DATA TO USE Start Marker

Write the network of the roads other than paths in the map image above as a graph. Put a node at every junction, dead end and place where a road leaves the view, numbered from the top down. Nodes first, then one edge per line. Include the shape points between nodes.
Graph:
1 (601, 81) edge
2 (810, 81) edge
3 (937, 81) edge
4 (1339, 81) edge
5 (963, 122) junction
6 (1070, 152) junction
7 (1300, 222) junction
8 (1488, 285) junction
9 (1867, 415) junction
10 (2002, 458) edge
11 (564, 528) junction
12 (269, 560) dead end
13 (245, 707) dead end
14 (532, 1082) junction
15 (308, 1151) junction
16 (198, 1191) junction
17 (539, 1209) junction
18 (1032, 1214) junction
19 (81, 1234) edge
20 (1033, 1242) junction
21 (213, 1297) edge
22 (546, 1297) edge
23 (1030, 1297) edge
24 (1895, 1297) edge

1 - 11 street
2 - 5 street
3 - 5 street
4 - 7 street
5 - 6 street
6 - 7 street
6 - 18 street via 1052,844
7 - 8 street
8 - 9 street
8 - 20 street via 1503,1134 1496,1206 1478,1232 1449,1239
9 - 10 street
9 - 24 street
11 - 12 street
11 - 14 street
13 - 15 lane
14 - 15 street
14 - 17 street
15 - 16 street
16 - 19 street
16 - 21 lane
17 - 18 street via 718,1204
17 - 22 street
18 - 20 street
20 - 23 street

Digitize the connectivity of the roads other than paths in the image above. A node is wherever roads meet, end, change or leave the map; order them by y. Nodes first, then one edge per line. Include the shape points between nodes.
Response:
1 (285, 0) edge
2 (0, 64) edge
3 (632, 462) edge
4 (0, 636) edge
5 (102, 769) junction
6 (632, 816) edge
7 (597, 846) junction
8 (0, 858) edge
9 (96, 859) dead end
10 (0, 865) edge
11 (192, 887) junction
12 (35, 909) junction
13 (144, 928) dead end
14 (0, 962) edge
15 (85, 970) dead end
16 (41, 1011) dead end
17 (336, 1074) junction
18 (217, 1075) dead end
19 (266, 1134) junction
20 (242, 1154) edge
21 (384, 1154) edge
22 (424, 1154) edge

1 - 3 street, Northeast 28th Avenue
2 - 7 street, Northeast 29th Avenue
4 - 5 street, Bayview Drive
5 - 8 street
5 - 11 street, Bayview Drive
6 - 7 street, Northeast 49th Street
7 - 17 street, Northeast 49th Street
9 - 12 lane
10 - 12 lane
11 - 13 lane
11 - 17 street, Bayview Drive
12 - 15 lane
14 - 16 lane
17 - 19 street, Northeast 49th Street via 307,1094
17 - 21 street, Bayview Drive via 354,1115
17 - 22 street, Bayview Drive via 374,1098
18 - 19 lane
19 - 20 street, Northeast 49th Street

DATA TO USE End Marker

## WHAT IS EXPECTED
Read the records above. Show each line that has the string "points".

## RESPONSE AREA
Write the network of the roads other than paths in the map image above as a graph. Put a node at every junction, dead end and place where a road leaves the view, numbered from the top down. Nodes first, then one edge per line. Include the shape points between nodes.
Digitize the connectivity of the roads other than paths in the image above. A node is wherever roads meet, end, change or leave the map; order them by y. Nodes first, then one edge per line. Include the shape points between nodes.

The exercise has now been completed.